ATF2 drives transcriptional programmes in tumour suppression
A recent research project has focused on the role of components of the SAPK pathway in hepatocellular carcinoma (Gozdecka et al, 2014). Here, we demonstrated that JNK dependent activation of ATF2 is critical in blocking the oncogenic transformation of hepatocyte precursors (hepatoblasts) as well as in suppressing their tumourigenicity after orthotopic transplantation into recipient mouse livers. In addition, we defined a JNK and ATF2 dependent transcriptional programme that acts in a tumour suppressive manner. Further analysis revealed that this programme is frequently found inactivated or genetically altered in a variety of human tumours types, including breast, brain, colorectal and lung carcinoma. This analysis therefore confirmed that the experimental tumour models reflect human cancer scenarios. Further analysis of SAPK dependent effectors as well as other components of stress signalling pathways will therefore be the focus of future research.

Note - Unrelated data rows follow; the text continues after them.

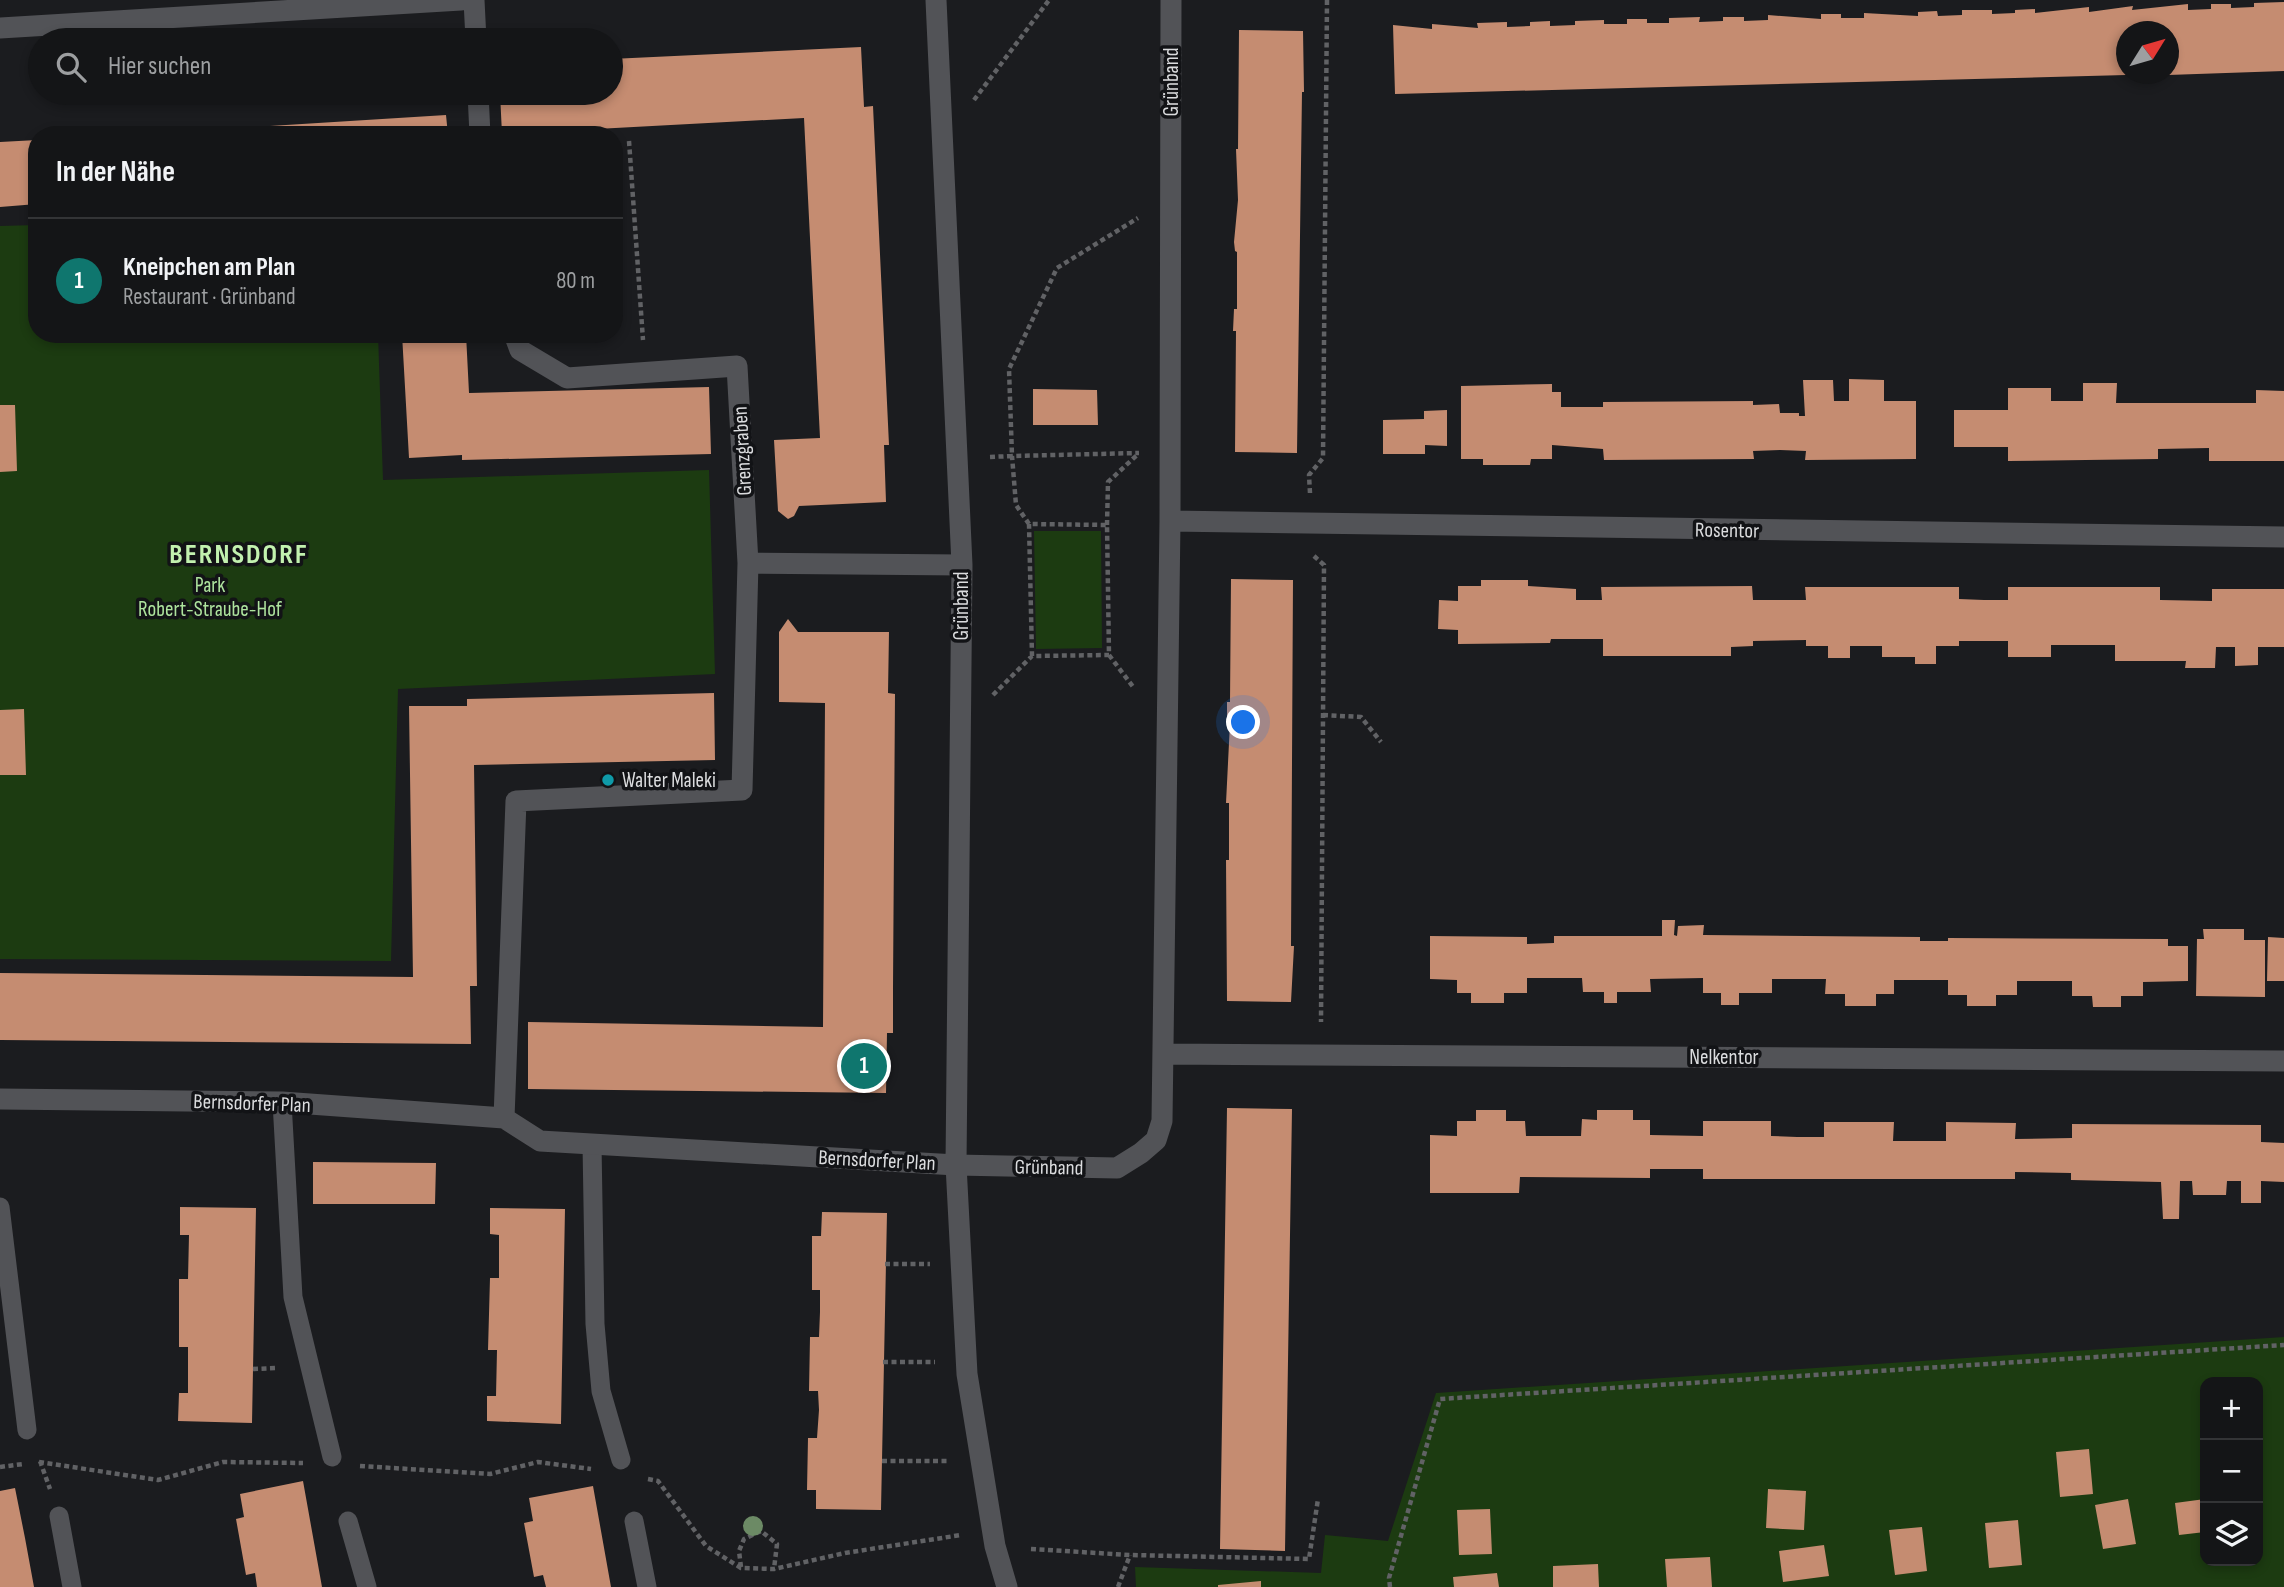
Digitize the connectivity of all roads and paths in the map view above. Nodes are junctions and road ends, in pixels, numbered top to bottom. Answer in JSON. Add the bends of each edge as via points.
{"nodes":[{"id":1,"x":461,"y":0,"type":"edge"},
{"id":2,"x":474,"y":0,"type":"edge"},
{"id":3,"x":936,"y":0,"type":"edge"},
{"id":4,"x":1049,"y":0,"type":"edge"},
{"id":5,"x":1171,"y":0,"type":"edge"},
{"id":6,"x":1327,"y":0,"type":"edge"},
{"id":7,"x":0,"y":28,"type":"edge"},
{"id":8,"x":475,"y":28,"type":"edge"},
{"id":9,"x":479,"y":105,"type":"edge"},
{"id":10,"x":480,"y":126,"type":"edge"},
{"id":11,"x":629,"y":141,"type":"dead end"},
{"id":12,"x":942,"y":142,"type":"junction"},
{"id":13,"x":1170,"y":197,"type":"junction"},
{"id":14,"x":518,"y":343,"type":"edge"},
{"id":15,"x":645,"y":372,"type":"junction"},
{"id":16,"x":1139,"y":453,"type":"junction"},
{"id":17,"x":1170,"y":453,"type":"junction"},
{"id":18,"x":1012,"y":456,"type":"junction"},
{"id":19,"x":1170,"y":521,"type":"junction"},
{"id":20,"x":1310,"y":523,"type":"junction"},
{"id":21,"x":1029,"y":524,"type":"junction"},
{"id":22,"x":1107,"y":525,"type":"junction"},
{"id":23,"x":2284,"y":537,"type":"edge"},
{"id":24,"x":748,"y":564,"type":"junction"},
{"id":25,"x":962,"y":565,"type":"junction"},
{"id":26,"x":1032,"y":656,"type":"junction"},
{"id":27,"x":1324,"y":715,"type":"junction"},
{"id":28,"x":960,"y":728,"type":"junction"},
{"id":29,"x":1381,"y":742,"type":"dead end"},
{"id":30,"x":1164,"y":1054,"type":"junction"},
{"id":31,"x":1321,"y":1055,"type":"junction"},
{"id":32,"x":2284,"y":1061,"type":"edge"},
{"id":33,"x":0,"y":1099,"type":"edge"},
{"id":34,"x":282,"y":1102,"type":"junction"},
{"id":35,"x":504,"y":1118,"type":"junction"},
{"id":36,"x":592,"y":1144,"type":"junction"},
{"id":37,"x":956,"y":1165,"type":"junction"},
{"id":38,"x":0,"y":1207,"type":"edge"},
{"id":39,"x":886,"y":1264,"type":"dead end"},
{"id":40,"x":901,"y":1265,"type":"dead end"},
{"id":41,"x":2284,"y":1345,"type":"edge"},
{"id":42,"x":883,"y":1362,"type":"dead end"},
{"id":43,"x":903,"y":1363,"type":"dead end"},
{"id":44,"x":27,"y":1430,"type":"joint"},
{"id":45,"x":621,"y":1460,"type":"dead end"},
{"id":46,"x":339,"y":1461,"type":"joint"},
{"id":47,"x":882,"y":1461,"type":"dead end"},
{"id":48,"x":980,"y":1461,"type":"junction"},
{"id":49,"x":40,"y":1462,"type":"junction"},
{"id":50,"x":306,"y":1463,"type":"dead end"},
{"id":51,"x":0,"y":1467,"type":"edge"},
{"id":52,"x":600,"y":1471,"type":"dead end"},
{"id":53,"x":636,"y":1476,"type":"dead end"},
{"id":54,"x":1318,"y":1499,"type":"dead end"},
{"id":55,"x":59,"y":1516,"type":"joint"},
{"id":56,"x":348,"y":1521,"type":"dead end"},
{"id":57,"x":634,"y":1521,"type":"dead end"},
{"id":58,"x":994,"y":1538,"type":"junction"},
{"id":59,"x":1130,"y":1555,"type":"junction"},
{"id":60,"x":741,"y":1568,"type":"junction"},
{"id":61,"x":774,"y":1569,"type":"junction"},
{"id":62,"x":72,"y":1587,"type":"edge"},
{"id":63,"x":367,"y":1587,"type":"edge"},
{"id":64,"x":647,"y":1587,"type":"edge"},
{"id":65,"x":1007,"y":1587,"type":"edge"},
{"id":66,"x":1118,"y":1587,"type":"edge"},
{"id":67,"x":1390,"y":1587,"type":"edge"}],
"edges":[{"from":1,"to":7,"type":"street"},
{"from":2,"to":8,"type":"street"},
{"from":3,"to":12,"type":"street","name":"Grünband"},
{"from":4,"to":12,"type":"path"},
{"from":5,"to":13,"type":"street","name":"Grünband"},
{"from":6,"to":20,"type":"path","via":[[1323,458],[1310,475]]},
{"from":9,"to":10,"type":"street"},
{"from":11,"to":15,"type":"path"},
{"from":12,"to":25,"type":"street","name":"Grünband"},
{"from":13,"to":17,"type":"street","name":"Grünband"},
{"from":13,"to":18,"type":"path","via":[[1057,268],[1009,369]]},
{"from":14,"to":15,"type":"street","name":"Grenzgraben","via":[[520,349],[567,378]]},
{"from":15,"to":24,"type":"street","name":"Grenzgraben","via":[[737,366]]},
{"from":16,"to":17,"type":"path"},
{"from":16,"to":18,"type":"path"},
{"from":16,"to":22,"type":"path","via":[[1108,482]]},
{"from":17,"to":19,"type":"street","name":"Grünband"},
{"from":18,"to":21,"type":"path","via":[[1016,505]]},
{"from":19,"to":20,"type":"street","name":"Rosentor"},
{"from":19,"to":30,"type":"street","name":"Grünband"},
{"from":20,"to":23,"type":"street","name":"Rosentor"},
{"from":20,"to":27,"type":"path","via":[[1311,553],[1324,565]]},
{"from":21,"to":22,"type":"path"},
{"from":21,"to":26,"type":"path"},
{"from":22,"to":26,"type":"path","via":[[1109,655]]},
{"from":24,"to":25,"type":"street"},
{"from":24,"to":35,"type":"street","via":[[742,790],[516,801]]},
{"from":25,"to":28,"type":"street","name":"Grünband"},
{"from":26,"to":28,"type":"path"},
{"from":27,"to":29,"type":"path","via":[[1362,716]]},
{"from":27,"to":31,"type":"path"},
{"from":28,"to":37,"type":"street","name":"Grünband"},
{"from":30,"to":31,"type":"street","name":"Nelkentor"},
{"from":30,"to":37,"type":"street","name":"Grünband","via":[[1163,1121],[1156,1140],[1117,1168]]},
{"from":31,"to":32,"type":"street","name":"Nelkentor"},
{"from":33,"to":34,"type":"street","name":"Bernsdorfer Plan"},
{"from":34,"to":35,"type":"street","name":"Bernsdorfer Plan"},
{"from":34,"to":46,"type":"lane","via":[[293,1297]]},
{"from":35,"to":36,"type":"street","name":"Bernsdorfer Plan","via":[[540,1141]]},
{"from":36,"to":37,"type":"street","name":"Bernsdorfer Plan"},
{"from":36,"to":45,"type":"lane","via":[[595,1324],[601,1391]]},
{"from":37,"to":48,"type":"street","name":"Bernsdorfer Plan","via":[[967,1374]]},
{"from":38,"to":44,"type":"lane"},
{"from":39,"to":40,"type":"path"},
{"from":41,"to":67,"type":"path","via":[[1440,1399],[1389,1577]]},
{"from":42,"to":43,"type":"path"},
{"from":44,"to":49,"type":"path"},
{"from":46,"to":52,"type":"path","via":[[490,1474],[538,1461]]},
{"from":47,"to":48,"type":"path"},
{"from":48,"to":58,"type":"street","name":"Bernsdorfer Plan"},
{"from":49,"to":50,"type":"path","via":[[158,1480],[223,1462]]},
{"from":49,"to":51,"type":"path"},
{"from":49,"to":55,"type":"path"},
{"from":53,"to":60,"type":"path","via":[[658,1481],[706,1546]]},
{"from":54,"to":59,"type":"path","via":[[1309,1559]]},
{"from":55,"to":62,"type":"lane"},
{"from":56,"to":63,"type":"lane"},
{"from":57,"to":64,"type":"lane"},
{"from":58,"to":59,"type":"path"},
{"from":58,"to":61,"type":"path","via":[[845,1553]]},
{"from":58,"to":65,"type":"street","name":"Bernsdorfer Plan"},
{"from":59,"to":66,"type":"path"},
{"from":60,"to":61,"type":"path"},
{"from":60,"to":61,"type":"path","via":[[739,1551],[744,1539],[761,1531],[777,1544]]}]}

Figure 2. Inverse correlation of miR-335 expression and CHFR expression in the cisplatin-sensitive A2780 ovarian tumour cell line and the cisplatin-resistant CP70 cell line.
MiR-335 in therapeutic drug response
MicroRNAs (miRs) are important regulators of gene expression and their deregulation is a common feature in tumour cells. We identified miR-335 among microRNAs that are transcriptionally down-regulated upon expression of oncogenic Ras. Uniquely, miR-335 is up-regulated transcriptionally in cells after treatment with the DNA damaging agent cisplatin. Frequently, in ovarian tumour cells miR-335 expression is epigenetically silenced by methylation that can be reversed by treatment with demethylating drugs. In a cisplatin resistant derivative (CP70) of the ovarian tumour cell line A2780 expression of miR-335 significantly re-sensitises to cisplatin-induced apoptosis. This correlates with the finding of epigenetic silencing of the endogenous miR-335 gene locus in CP70 cells. In contrast, a putative miR-335 target gene, CHFR, is epigenetically silenced in A2780 cells but shows significant expression in CP70 cells. Thus, CHFR expression in A2780 cells may be suppressed by both epigenetic silencing through methylation and post-transcriptionally by miR-335. Suppression of CHFR in CP70 cells by siRNA leads to significant sensitisation to cisplatin. CHFR is a known modulator of chromatin modifying enzymes and we find that both expression of miR-335 and suppression of CHFR leads to altered expression of histone deacetylase, HDAC1. Our data therefore suggest that CHFR is a critical target for miR-335 mediated sensitisation to cisplatin.